Many Kansas readers may be surprised to learn that the act of dueling as a means to resolve a legal dispute has never been abolished in the United States. While the most recent use of sword fighting to the death to resolve a legal battle occurred abroad in the 1800s, a man from this state who is navigating child custody proceedings in another state has filed a petition in court to request that the judge order trial by combat with his former wife. The man’s petition also states that the woman’s attorney may act as a champion or stand-in for his ex.
While the idea of sword battle may seem outrageous to most parents, the father in this case says he is at his wits end because his ex has destroyed him through litigation. He has told the judge that he plans to request trial by combat in every instance from now on when and if his ex drags him into court. The woman’s attorney has filed a countermotion, requesting that the court not order him or his client to take part in mortal combat.
The woman’s attorney noted that neither the U.S. Constitution nor the Iowa Constitution (which is the state in which the child custody proceedings are taking place) prohibit person-to-person sword combat. However, the constitutions do prohibit a court of equity from ordering such as a means of remedy to a legal dispute. The father in this case has insinuated that he hopes the action he has taken prompts a solution to his child custody problems; otherwise, he will continue to request a duel any time a legal dispute arises between himself and his ex.

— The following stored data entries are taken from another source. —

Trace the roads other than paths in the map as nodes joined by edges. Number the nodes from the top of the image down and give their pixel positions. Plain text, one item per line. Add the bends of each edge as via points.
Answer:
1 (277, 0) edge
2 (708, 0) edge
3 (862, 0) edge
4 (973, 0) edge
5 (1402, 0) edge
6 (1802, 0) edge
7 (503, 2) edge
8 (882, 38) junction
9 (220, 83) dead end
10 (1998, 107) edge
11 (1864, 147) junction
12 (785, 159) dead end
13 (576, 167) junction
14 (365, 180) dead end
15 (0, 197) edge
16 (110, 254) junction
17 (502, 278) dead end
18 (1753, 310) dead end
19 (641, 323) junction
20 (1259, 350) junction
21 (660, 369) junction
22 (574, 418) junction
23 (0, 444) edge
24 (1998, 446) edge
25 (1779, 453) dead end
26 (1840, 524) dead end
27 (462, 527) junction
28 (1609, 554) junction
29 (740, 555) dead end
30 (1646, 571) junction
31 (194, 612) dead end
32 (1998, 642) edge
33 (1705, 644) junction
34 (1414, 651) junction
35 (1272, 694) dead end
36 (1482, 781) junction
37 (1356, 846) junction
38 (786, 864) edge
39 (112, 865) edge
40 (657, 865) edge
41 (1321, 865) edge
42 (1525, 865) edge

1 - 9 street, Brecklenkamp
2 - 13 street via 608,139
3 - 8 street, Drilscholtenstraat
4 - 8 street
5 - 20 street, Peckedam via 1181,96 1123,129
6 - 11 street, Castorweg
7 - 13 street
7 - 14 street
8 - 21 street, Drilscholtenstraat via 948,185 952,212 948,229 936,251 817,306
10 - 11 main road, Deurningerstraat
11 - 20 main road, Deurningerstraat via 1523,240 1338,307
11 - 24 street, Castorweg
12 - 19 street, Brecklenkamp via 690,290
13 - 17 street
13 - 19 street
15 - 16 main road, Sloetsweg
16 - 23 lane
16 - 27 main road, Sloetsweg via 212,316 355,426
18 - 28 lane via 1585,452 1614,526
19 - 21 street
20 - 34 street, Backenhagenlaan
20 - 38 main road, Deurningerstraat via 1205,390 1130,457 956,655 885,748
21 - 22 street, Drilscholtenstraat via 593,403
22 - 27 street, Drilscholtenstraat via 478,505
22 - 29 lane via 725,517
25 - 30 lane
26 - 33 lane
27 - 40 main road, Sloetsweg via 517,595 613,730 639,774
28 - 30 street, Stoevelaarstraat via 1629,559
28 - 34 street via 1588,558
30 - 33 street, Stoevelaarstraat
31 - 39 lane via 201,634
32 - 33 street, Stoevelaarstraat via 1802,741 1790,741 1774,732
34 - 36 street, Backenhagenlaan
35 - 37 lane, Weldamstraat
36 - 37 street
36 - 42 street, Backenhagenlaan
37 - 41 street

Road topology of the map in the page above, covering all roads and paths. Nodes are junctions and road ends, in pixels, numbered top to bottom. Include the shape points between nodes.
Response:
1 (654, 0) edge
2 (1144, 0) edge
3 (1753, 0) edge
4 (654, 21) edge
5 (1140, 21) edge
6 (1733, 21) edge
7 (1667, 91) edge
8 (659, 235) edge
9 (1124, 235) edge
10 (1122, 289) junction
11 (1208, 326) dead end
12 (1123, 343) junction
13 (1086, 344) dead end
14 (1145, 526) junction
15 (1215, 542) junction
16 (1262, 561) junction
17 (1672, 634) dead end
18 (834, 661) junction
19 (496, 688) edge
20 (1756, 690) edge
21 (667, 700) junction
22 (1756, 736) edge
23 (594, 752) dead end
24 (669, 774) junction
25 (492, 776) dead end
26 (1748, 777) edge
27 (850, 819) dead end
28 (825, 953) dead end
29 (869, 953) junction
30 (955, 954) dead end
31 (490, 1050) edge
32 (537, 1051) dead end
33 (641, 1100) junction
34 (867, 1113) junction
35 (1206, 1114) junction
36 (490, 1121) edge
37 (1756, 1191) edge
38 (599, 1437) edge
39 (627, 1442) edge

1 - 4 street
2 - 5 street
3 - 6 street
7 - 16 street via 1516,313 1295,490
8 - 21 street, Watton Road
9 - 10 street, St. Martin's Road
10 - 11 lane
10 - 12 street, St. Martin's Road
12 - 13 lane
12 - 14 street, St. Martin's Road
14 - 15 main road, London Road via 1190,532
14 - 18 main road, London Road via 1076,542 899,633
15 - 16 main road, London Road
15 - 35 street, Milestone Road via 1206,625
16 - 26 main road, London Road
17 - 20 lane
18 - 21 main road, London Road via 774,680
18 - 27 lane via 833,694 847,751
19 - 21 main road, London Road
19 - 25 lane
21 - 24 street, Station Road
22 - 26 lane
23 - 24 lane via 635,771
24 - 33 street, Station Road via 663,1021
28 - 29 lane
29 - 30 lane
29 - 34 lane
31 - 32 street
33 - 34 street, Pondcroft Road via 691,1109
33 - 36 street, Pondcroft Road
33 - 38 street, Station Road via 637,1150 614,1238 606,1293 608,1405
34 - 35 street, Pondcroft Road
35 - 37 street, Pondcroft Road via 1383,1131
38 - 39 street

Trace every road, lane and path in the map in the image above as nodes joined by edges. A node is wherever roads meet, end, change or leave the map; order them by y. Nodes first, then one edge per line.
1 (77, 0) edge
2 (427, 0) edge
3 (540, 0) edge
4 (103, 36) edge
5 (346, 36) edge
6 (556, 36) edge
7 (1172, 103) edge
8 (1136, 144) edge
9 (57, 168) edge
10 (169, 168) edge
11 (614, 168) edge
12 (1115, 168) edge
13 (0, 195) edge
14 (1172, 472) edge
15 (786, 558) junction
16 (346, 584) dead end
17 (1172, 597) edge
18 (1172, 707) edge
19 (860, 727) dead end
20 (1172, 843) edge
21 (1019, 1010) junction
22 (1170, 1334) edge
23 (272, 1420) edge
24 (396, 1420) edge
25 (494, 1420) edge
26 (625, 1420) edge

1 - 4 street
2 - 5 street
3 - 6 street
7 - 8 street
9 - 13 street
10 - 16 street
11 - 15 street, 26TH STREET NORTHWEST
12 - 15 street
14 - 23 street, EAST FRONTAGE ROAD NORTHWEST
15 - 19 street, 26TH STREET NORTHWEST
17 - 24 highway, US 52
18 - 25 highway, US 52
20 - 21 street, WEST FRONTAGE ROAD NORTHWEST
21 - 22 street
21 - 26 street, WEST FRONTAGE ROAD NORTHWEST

It is highly unlikely that a judge would order parents to engage in a duel that could cause the death of one or the other, thus leaving the children in question without a parent. It is logical to assume that most Kansas parents are not interested in requesting trial by combat and are willing to try to resolve custody issues through more typical means, such as divorce mediation or, if unable to achieve an agreement, through litigation. An experienced child custody attorney can help protect a parent’s rights and the best interests of any and all children involved in a particular case.